A primeira gaveta do enorme armário de aço no gabinete do juiz federal Odilon de Oliveira está cheia. São inquéritos da polícia federal, gravações telefônicas, cartas, recortes de jornal, bilhetes saídos de presídios e extensas investigações. Tudo, absolutamente tudo sobre o mesmo tema: planos e ameaças para matá-lo. É que Odilon fez alguns inimigos durante seus 24 anos atuando na Justiça Federal. E ninguém fica imune depois de ter desestruturado dezenas de organizações criminosas, ter condenado mais de 200 traficantes – ele perdeu a conta – e ter confiscado bilhões de reais do crime organizado.
É por isso que Odilon anda sempre cercado de agentes federais fortemente armados. Já são 13 anos vivendo em função dessa blindagem. Nesse tempo, ele chegou a ter oito policiais 24 horas ao seu lado, sem rodízio. Quantos são hoje? Ele responde, mas depois os próprios agentes pedem para que esse número não seja divulgado. O fato é que Odilon nunca está desacompanhado. Na formatura de um dos seus filhos, por exemplo, a lista de convidados da família Oliveira teve que ser inchada. Dez seguranças foram com o juiz, sendo cinco homens e cinco mulheres – assim poderiam formar par na hora da valsa.
Tanta escolta não é exagero, a cabeça de Odilon está mesmo a prêmio. Anos atrás, uma investigação feita em torno de um plano traçado para sua morte revelou que o pistoleiro embolsaria R$ 1,5 milhão.

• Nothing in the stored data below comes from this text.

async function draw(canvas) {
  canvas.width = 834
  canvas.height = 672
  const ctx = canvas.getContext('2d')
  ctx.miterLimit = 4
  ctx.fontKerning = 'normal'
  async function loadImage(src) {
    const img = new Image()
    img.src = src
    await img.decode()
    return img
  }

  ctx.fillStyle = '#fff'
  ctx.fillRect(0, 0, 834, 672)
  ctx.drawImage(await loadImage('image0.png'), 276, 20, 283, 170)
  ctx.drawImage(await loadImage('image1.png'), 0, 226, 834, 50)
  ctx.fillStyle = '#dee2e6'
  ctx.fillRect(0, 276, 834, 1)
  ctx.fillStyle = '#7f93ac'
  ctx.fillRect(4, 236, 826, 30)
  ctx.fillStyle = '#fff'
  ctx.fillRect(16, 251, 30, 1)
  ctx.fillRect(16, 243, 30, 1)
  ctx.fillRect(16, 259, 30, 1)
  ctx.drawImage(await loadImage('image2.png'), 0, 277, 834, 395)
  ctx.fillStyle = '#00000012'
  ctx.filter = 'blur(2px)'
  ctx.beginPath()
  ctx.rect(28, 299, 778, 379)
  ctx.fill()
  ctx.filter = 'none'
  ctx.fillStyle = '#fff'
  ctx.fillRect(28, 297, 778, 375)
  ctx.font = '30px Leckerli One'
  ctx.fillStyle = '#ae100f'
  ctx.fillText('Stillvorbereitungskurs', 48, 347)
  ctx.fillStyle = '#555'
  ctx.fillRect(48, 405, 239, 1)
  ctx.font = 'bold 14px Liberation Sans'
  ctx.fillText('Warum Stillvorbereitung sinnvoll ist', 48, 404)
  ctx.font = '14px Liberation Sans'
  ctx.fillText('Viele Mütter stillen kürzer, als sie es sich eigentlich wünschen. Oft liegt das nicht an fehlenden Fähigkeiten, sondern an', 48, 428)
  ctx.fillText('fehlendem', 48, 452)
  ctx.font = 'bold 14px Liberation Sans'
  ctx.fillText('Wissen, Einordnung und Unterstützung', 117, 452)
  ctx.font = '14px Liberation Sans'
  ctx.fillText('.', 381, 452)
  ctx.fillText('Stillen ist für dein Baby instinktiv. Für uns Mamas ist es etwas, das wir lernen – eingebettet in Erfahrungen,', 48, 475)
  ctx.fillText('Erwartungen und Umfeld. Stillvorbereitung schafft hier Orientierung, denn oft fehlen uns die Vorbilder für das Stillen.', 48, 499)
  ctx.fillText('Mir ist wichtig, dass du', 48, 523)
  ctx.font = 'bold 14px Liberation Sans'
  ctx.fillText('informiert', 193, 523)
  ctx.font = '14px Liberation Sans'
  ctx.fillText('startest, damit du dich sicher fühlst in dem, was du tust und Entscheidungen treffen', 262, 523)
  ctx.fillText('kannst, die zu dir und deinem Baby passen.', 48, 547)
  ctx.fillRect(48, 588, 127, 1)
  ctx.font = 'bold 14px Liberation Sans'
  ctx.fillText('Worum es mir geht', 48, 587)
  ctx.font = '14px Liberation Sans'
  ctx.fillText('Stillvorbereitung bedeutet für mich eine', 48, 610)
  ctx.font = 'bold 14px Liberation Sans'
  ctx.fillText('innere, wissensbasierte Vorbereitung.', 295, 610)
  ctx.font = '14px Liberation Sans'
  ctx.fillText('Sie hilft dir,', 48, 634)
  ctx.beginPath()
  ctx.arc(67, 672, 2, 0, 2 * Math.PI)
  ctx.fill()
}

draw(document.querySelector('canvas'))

Seus inimigos são grandes. Uma das pastas da tal gaveta cheia de seu gabinete tem uma lista com 61 nomes. Todos grandes traficantes internacionais que poderiam tramar contra sua vida. Entre eles está lá: “Luiz Fernando da Costa (Fernandinho Beira-Mar)”. Justifica-se: Odilon foi juiz corregedor do presídio federal de segurança máxima de Campo Grande de 2006 a 2009. Nesse tempo mandou Beira-Mar algumas vezes para o RDD, o Regime Disciplinar Diferenciado – o tal castigo. E está prestes a sentenciar o traficante num processo por lavagem de R$ 11 milhões.

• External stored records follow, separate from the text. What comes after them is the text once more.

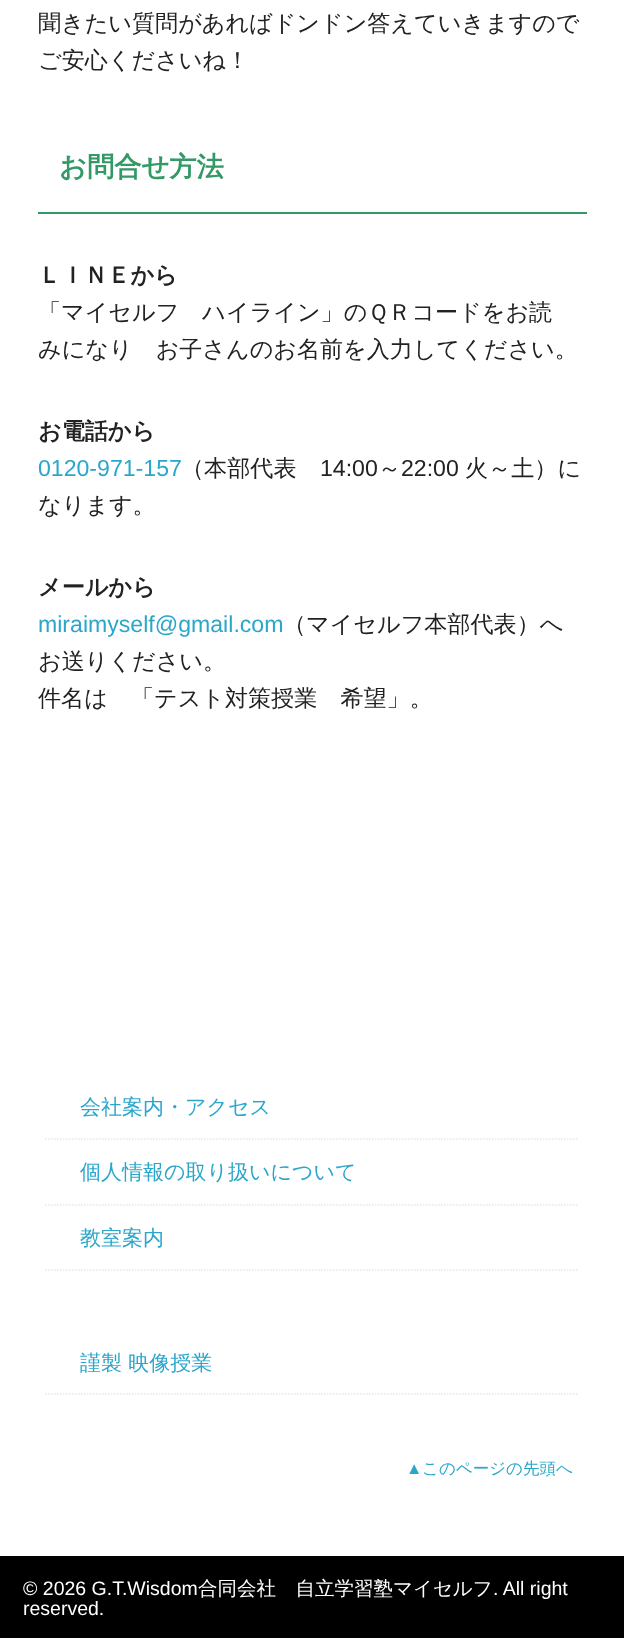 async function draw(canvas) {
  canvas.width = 624;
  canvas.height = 1638;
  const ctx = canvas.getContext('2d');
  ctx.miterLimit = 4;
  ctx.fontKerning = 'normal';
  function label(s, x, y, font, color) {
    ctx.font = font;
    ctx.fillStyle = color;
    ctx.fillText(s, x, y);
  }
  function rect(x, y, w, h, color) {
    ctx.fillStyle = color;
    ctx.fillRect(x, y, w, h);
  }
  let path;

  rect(0, 0, 624, 1638, '#fff');
  label('聞きたい質問があればドンドン答えていきますので', 38, 31, '500 23.1px WenQuanYi Zen Hei', '#222');
  label('ご安心くださいね！', 38, 68, '500 23.1px WenQuanYi Zen Hei', '#222');
  rect(38, 212, 549, 2, '#396');
  label('お問合せ方法', 59, 176, 'bold 27.25px WenQuanYi Zen Hei', '#396');
  label('ＬＩＮＥから', 38, 283, 'bold 23.1px WenQuanYi Zen Hei', '#222');
  label('「マイセルフ　ハイライン」のＱＲコードをお読', 38, 320, '500 23.1px WenQuanYi Zen Hei', '#222');
  label('みになり　お子さんのお名前を入力してください。', 38, 357, '500 23.1px WenQuanYi Zen Hei', '#222');
  label('お電話から', 38, 439, 'bold 23.1px WenQuanYi Zen Hei', '#222');
  label('0120-971-157', 38, 476, '23.1px Liberation Sans', '#2ba6cb');
  label('（本部代表', 181, 476, '500 23.1px WenQuanYi Zen Hei', '#222');
  label('14:00', 320, 476, '23.1px Liberation Sans', '#222');
  label('～', 378, 476, '500 23.1px WenQuanYi Zen Hei', '#222');
  label('22:00', 401, 476, '23.1px Liberation Sans', '#222');
  label('火～土）に', 465, 476, '500 23.1px WenQuanYi Zen Hei', '#222');
  label('なります。', 38, 513, '500 23.1px WenQuanYi Zen Hei', '#222');
  label('メールから', 38, 595, 'bold 23.1px WenQuanYi Zen Hei', '#222');
  label('miraimyself@gmail.com', 38, 632, '23.1px Liberation Sans', '#2ba6cb');
  label('（マイセルフ本部代表）へ', 283, 632, '500 23.1px WenQuanYi Zen Hei', '#222');
  label('お送りください。', 38, 669, '500 23.1px WenQuanYi Zen Hei', '#222');
  label('件名は　「テスト対策授業　希望」。', 38, 706, '500 23.1px WenQuanYi Zen Hei', '#222');
  path = new Path2D('M45 1139H579');
  ctx.strokeStyle = '#e6e6e6';
  ctx.lineWidth = 1.5;
  ctx.setLineDash([1.5, 1.5]);
  ctx.stroke(path);
  label('会社案内・アクセス', 80, 1114, '500 21px WenQuanYi Zen Hei', '#2ba6cb');
  path = new Path2D('M45 1205H579');
  ctx.stroke(path);
  label('個人情報の取り扱いについて', 80, 1179, '500 21px WenQuanYi Zen Hei', '#2ba6cb');
  path = new Path2D('M45 1270H579');
  ctx.stroke(path);
  label('教室案内', 80, 1245, '500 21px WenQuanYi Zen Hei', '#2ba6cb');
  path = new Path2D('M45 1394H579');
  ctx.stroke(path);
  label('謹製 映像授業', 80, 1370, '500 21px WenQuanYi Zen Hei', '#2ba6cb');
  label('▲', 406, 1474, '16.5px Liberation Sans', '#2ba6cb');
  label('このページの先頭へ', 422, 1474, '500 16.5px WenQuanYi Zen Hei', '#2ba6cb');
  rect(0, 1556, 624, 82, '#000');
  label('© 2026 G.T.Wisdom', 23, 1595, '19.5px Liberation Sans', '#fff');
  label('合同会社　自立学習塾マイセルフ', 198, 1595, '500 19.5px WenQuanYi Zen Hei', '#fff');
  label('. All right', 493, 1595, '19.5px Liberation Sans', '#fff');
  label('reserved.', 23, 1615, '19.5px Liberation Sans', '#fff');
}

draw(document.querySelector('canvas'));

Além disso, o juiz foi responsável por descobrir o plano de Beira-Mar para sequestrar um dos filhos do ex- presidente Lula, em 2008. A trama começou a ruir quando Odilon interrogava o megatraficante colombiano Juan Carlos Abadía, na época preso em Campo Grande. Interessado em conseguir alguns privilégios com a Justiça, Abadía vazou o plano durante o interrogatório – e Odilon iniciou o processo para acabar com o projeto de Beira-Mar. A indisposição com o alto escalão do Comando Vermelho estava feita. E não seria diferente com o PCC. Odilon condenou o traficante Cabecinha, responsável por enviar cocaína direto da Bolívia para a organização.
Odilon recebeu a reportagem da Trip em seu gabinete na Justiça Federal de Mato Grosso do Sul e também em sua casa, onde vive com a mulher e dois dos três filhos. Uma residência espaçosa, com quarto exclusivo para os agentes federais, bem diferente da casa simples onde ele cresceu na roça no interior do Estado, depois de ter saído ainda criança com a família toda de Exu, em Pernambuco, sua cidade natal. Na conversa ele fala sobre corrupção, legalização de drogas, decepção com a justiça brasileira, controle das fronteiras e privação da própria liberdade.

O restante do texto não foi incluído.